*** INPUT ***
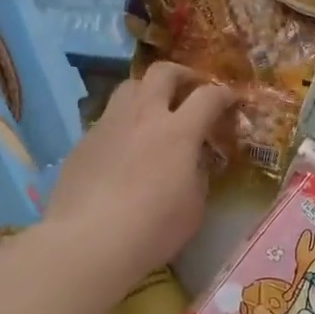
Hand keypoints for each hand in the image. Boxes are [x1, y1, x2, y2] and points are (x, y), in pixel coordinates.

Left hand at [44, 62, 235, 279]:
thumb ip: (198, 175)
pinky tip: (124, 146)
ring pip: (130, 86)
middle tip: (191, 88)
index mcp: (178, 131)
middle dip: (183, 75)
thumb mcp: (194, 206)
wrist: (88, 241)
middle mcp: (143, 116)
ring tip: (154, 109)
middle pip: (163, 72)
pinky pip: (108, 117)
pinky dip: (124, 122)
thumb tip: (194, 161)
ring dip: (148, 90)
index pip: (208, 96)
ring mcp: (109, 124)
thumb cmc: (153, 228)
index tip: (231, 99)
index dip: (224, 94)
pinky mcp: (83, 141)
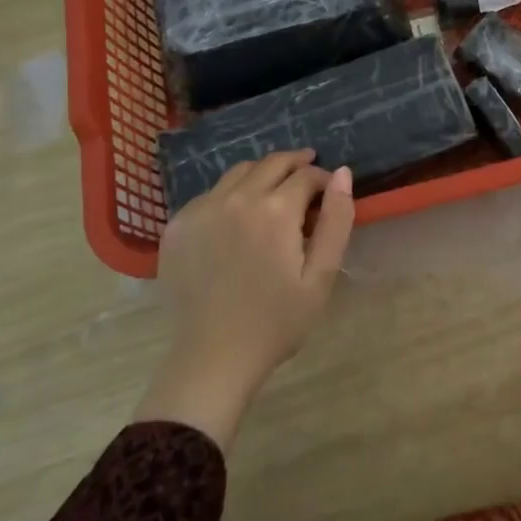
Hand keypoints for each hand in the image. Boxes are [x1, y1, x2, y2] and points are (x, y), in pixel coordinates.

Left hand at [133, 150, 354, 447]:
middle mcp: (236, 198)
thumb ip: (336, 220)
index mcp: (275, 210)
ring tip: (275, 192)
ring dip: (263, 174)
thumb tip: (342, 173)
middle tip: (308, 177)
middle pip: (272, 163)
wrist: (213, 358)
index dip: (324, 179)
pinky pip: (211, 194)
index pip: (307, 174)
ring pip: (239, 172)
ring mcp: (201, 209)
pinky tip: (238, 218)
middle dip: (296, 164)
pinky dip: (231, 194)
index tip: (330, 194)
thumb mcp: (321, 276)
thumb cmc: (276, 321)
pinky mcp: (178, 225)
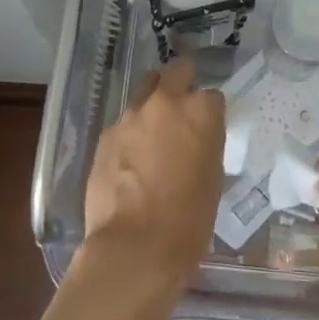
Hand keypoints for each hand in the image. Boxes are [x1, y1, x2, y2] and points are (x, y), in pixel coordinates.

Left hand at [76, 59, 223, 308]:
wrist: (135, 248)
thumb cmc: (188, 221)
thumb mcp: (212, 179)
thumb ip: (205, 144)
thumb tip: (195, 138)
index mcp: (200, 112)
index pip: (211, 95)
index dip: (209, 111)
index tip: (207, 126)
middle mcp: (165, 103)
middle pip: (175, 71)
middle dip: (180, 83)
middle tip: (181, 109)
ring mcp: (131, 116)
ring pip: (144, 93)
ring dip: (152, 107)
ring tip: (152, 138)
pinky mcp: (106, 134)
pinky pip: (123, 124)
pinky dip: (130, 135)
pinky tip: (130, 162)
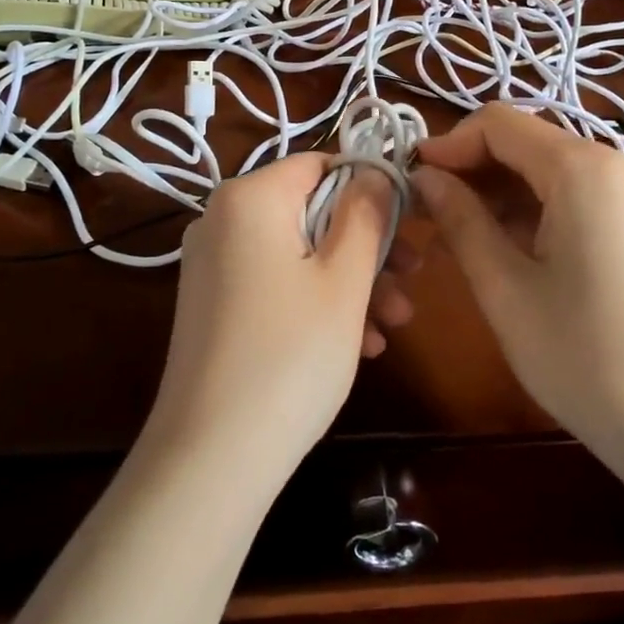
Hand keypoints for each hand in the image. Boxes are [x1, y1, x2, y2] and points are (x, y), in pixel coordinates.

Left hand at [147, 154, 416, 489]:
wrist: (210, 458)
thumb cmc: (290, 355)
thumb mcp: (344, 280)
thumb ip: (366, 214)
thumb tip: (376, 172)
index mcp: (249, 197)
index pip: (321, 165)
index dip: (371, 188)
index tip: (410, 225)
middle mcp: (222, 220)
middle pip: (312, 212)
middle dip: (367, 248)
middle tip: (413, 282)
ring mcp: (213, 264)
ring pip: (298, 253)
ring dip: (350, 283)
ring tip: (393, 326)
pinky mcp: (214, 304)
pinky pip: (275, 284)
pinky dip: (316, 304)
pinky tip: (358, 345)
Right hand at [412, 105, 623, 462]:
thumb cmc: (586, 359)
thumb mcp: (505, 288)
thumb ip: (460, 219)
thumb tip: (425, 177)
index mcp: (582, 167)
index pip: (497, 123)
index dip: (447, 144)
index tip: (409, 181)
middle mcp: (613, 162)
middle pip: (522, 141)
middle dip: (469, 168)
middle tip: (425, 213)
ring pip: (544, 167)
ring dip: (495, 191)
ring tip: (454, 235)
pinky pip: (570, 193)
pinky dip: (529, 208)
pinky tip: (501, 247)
*** End of INPUT ***
*** INPUT ***
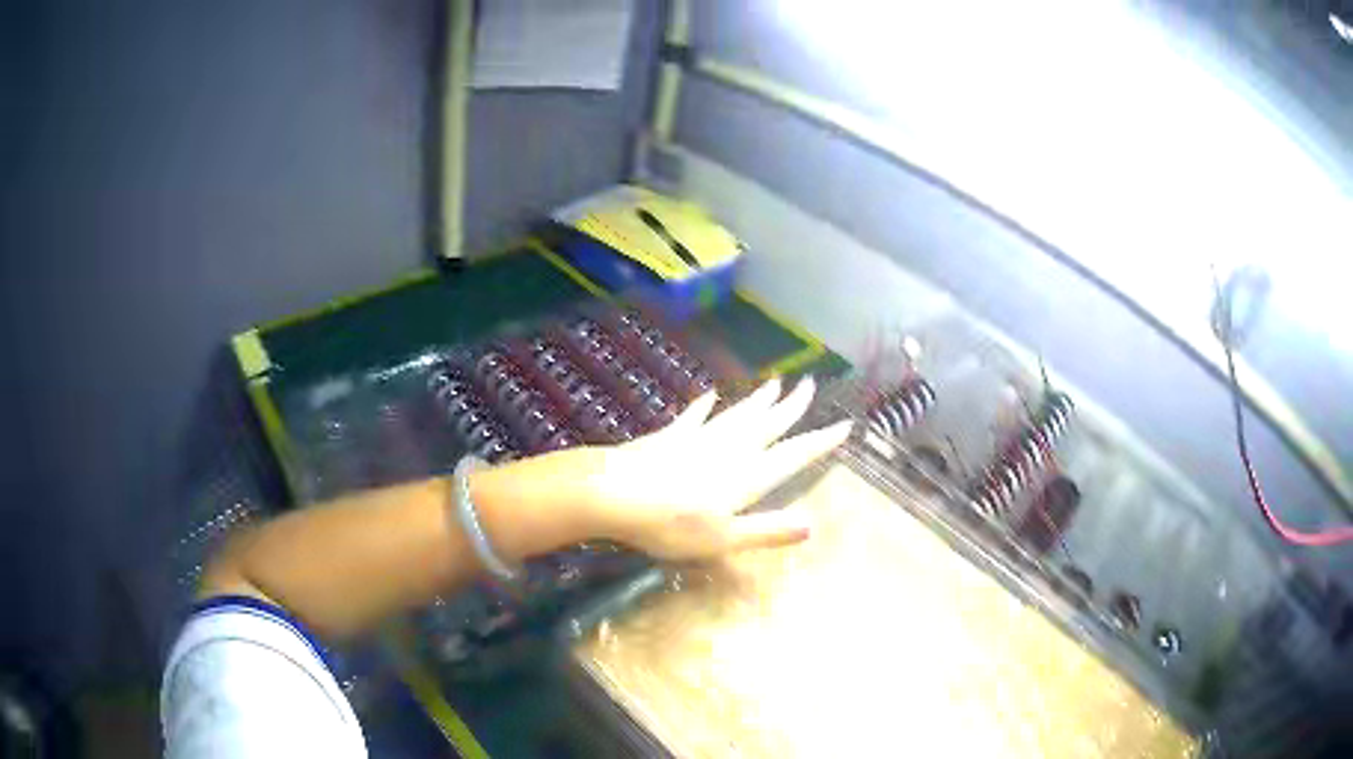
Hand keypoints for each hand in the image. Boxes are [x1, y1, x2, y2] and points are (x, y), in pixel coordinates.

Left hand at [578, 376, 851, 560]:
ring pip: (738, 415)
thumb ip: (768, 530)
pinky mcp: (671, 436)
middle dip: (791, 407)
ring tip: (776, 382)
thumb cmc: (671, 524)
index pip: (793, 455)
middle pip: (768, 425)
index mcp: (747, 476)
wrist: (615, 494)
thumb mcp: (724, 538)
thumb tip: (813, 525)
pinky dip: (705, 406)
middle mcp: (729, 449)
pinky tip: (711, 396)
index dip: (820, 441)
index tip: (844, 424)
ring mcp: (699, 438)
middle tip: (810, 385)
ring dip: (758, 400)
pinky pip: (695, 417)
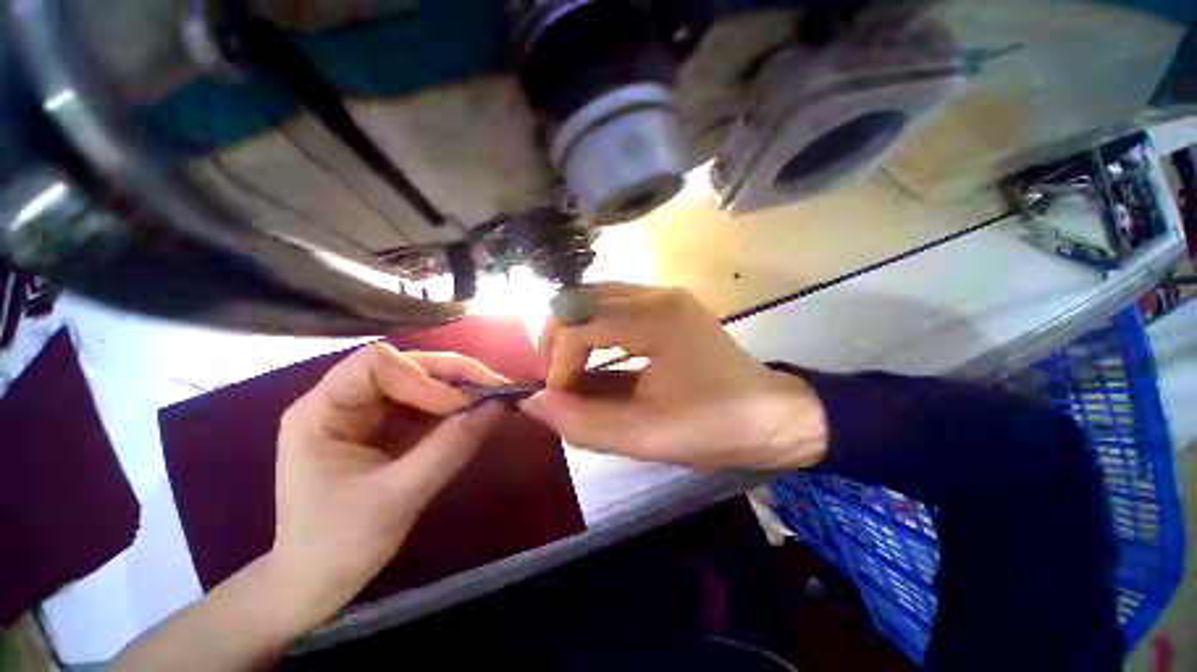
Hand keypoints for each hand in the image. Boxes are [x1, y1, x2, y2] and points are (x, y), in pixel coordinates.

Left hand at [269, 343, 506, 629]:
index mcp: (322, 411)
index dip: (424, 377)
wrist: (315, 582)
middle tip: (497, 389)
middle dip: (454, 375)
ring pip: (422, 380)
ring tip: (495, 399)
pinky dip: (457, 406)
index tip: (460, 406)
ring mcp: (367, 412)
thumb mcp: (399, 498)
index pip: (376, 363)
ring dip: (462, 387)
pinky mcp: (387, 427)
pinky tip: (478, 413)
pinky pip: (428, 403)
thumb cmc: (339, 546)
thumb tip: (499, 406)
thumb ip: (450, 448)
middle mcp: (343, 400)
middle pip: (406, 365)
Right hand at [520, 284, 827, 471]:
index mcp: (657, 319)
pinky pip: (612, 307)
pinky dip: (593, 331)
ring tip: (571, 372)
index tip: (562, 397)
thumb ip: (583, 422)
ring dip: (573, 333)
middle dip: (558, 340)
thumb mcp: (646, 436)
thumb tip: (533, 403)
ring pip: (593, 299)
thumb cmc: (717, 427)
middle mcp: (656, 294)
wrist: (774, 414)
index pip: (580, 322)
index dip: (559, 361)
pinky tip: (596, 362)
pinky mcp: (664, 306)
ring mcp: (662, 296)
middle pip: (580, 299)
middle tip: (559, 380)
*** End of INPUT ***
WHAT TO DO: Out of the data above, give again only the lines starting at the one holding "middle pip: (522, 141)" and ending at the one holding "pinky tip: (501, 247)", unchanged.

RESPONSE BOX:
middle pip: (522, 141)
middle dip: (469, 168)
middle tip: (425, 213)
ring pip: (544, 167)
ring dip: (495, 191)
ring tip: (454, 235)
pinky pip: (570, 193)
pinky dip: (529, 208)
pinky tip: (501, 247)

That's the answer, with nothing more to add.